> **Data to process**:
--- START ---
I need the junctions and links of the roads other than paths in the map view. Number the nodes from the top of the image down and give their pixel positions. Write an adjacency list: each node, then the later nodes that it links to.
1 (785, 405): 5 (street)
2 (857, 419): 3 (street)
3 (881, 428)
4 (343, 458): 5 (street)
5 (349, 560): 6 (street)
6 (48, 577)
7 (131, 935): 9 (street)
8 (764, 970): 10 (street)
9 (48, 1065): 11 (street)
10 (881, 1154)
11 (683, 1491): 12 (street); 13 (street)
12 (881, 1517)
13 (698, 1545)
--- END ---
> **Activity**: With nothing left out, copy the data above exactly.

> **Answer section**:
I need the junctions and links of the roads other than paths in the map view. Number the nodes from the top of the image down and give their pixel positions. Write an adjacency list: each node, then the later nodes that it links to.
1 (785, 405): 5 (street)
2 (857, 419): 3 (street)
3 (881, 428)
4 (343, 458): 5 (street)
5 (349, 560): 6 (street)
6 (48, 577)
7 (131, 935): 9 (street)
8 (764, 970): 10 (street)
9 (48, 1065): 11 (street)
10 (881, 1154)
11 (683, 1491): 12 (street); 13 (street)
12 (881, 1517)
13 (698, 1545)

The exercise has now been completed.